Not to be outdone, Mark Zuckerberg claimed that superintelligence is “now in sight.” (His shareholders hope he’s right, as he’s reportedly offering compensation packages worth up to $300 million to lure top AI talent to Meta.)
But then, two weeks ago, OpenAI finally released its long-awaited GPT-5, a large language model that many had hoped would offer leaps in capabilities, comparable to the head-turning advancements introduced by previous major releases, such as GPT-3 and GPT-4. But the resulting product seemed to be just fine.
GPT-5 was marginally better than previous models in certain use cases, but worse in others. It had some nice new usability updates, but others that some found annoying. (Within days, more than 4,000 ChatGPT users signed a change.org petition asking OpenAI to make their previous model, GPT-4o, available again, as they preferred it to the new release.) An early YouTube reviewer concluded that GPT-5 was a product that “was hard to complain about,” which is the type of thing you’d say about the iPhone 16, not a generation-defining technology. AI commentator Gary Marcus, who had been predicting this outcome for years, summed up his early impressions succinctly when he called GPT-5 “overdue, overhyped, and underwhelming.”
This all points to a critical question that, until recently, few would have considered: Is it possible that the AI we are currently using is basically as good as it’s going to be for a while?

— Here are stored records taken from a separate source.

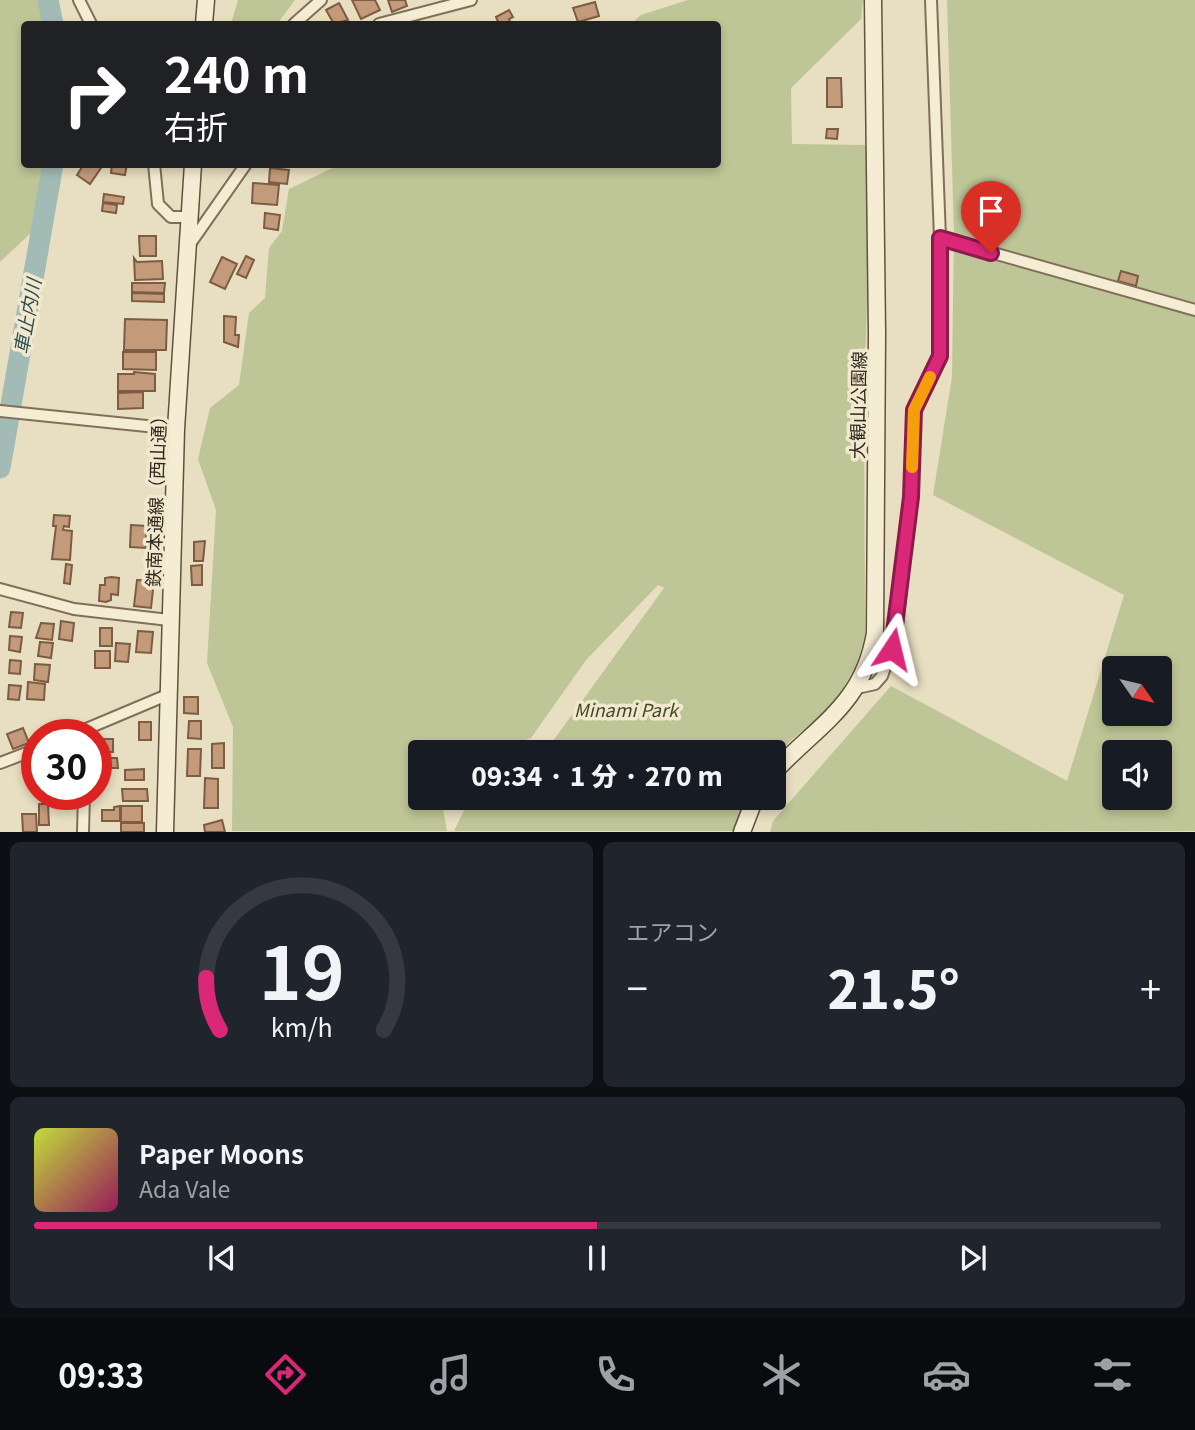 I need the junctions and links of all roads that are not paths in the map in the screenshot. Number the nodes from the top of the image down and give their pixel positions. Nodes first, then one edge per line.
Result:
1 (79, 0) edge
2 (206, 0) edge
3 (321, 0) edge
4 (471, 0) edge
5 (873, 0) edge
6 (932, 0) edge
7 (89, 21) edge
8 (204, 21) edge
9 (297, 21) edge
10 (390, 21) edge
11 (154, 168) edge
12 (193, 168) edge
13 (243, 168) edge
14 (189, 217) junction
15 (940, 238) junction
16 (190, 244) junction
17 (1195, 310) edge
18 (2, 411) edge
19 (176, 429) junction
20 (0, 589) edge
21 (169, 620) junction
22 (857, 688) junction
23 (167, 695) junction
24 (112, 720) edge
25 (21, 755) edge
26 (786, 760) edge
27 (0, 763) edge
28 (84, 810) edge
29 (750, 810) edge
30 (83, 831) edge
31 (165, 831) edge
32 (742, 831) edge

1 - 7 street
2 - 8 main road
3 - 9 street
4 - 10 street
5 - 22 main road, 大観山公園線
6 - 15 street
11 - 14 street
12 - 14 main road, 鉄南本通線（西山通）
13 - 16 street
14 - 16 main road, 鉄南本通線（西山通）
15 - 17 street
15 - 22 street
16 - 19 main road, 鉄南本通線（西山通）
18 - 19 street
19 - 21 main road, 鉄南本通線（西山通）
20 - 21 street
21 - 23 main road, 鉄南本通線（西山通）
22 - 26 main road, 大観山公園線
23 - 24 street
23 - 31 main road, 鉄南本通線（西山通）
25 - 27 street
28 - 30 street
29 - 32 main road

In my most recent article for The New Yorker, which came out last week, I sought to answer this question. In doing so, I ended up reporting on a technical narrative that’s not widely understood outside of the AI community. The breakthrough performance of the GPT-3 and GPT-4 language models was due to improvements in a process called pretraining, in which a model digests an astonishingly large amount of text, effectively teaching itself to become smarter. Both of these models’ acclaimed improvements were caused by increasing their size as well as the amount of text on which they were pretrained.
At some point after GPT-4’s release, however, the AI companies began to realize that this approach was no longer as effective as it once was. They continued to scale up model size and training intensity, but saw diminishing returns in capability gains.
In response, starting around last fall, these companies turned their attention to post-training techniques, a form of training that takes a model that has already been pretrained and then refines it to do better on specific types of tasks. This allowed AI companies to continue to report progress on their products’ capabilities, but these new improvements were now much more focused than before.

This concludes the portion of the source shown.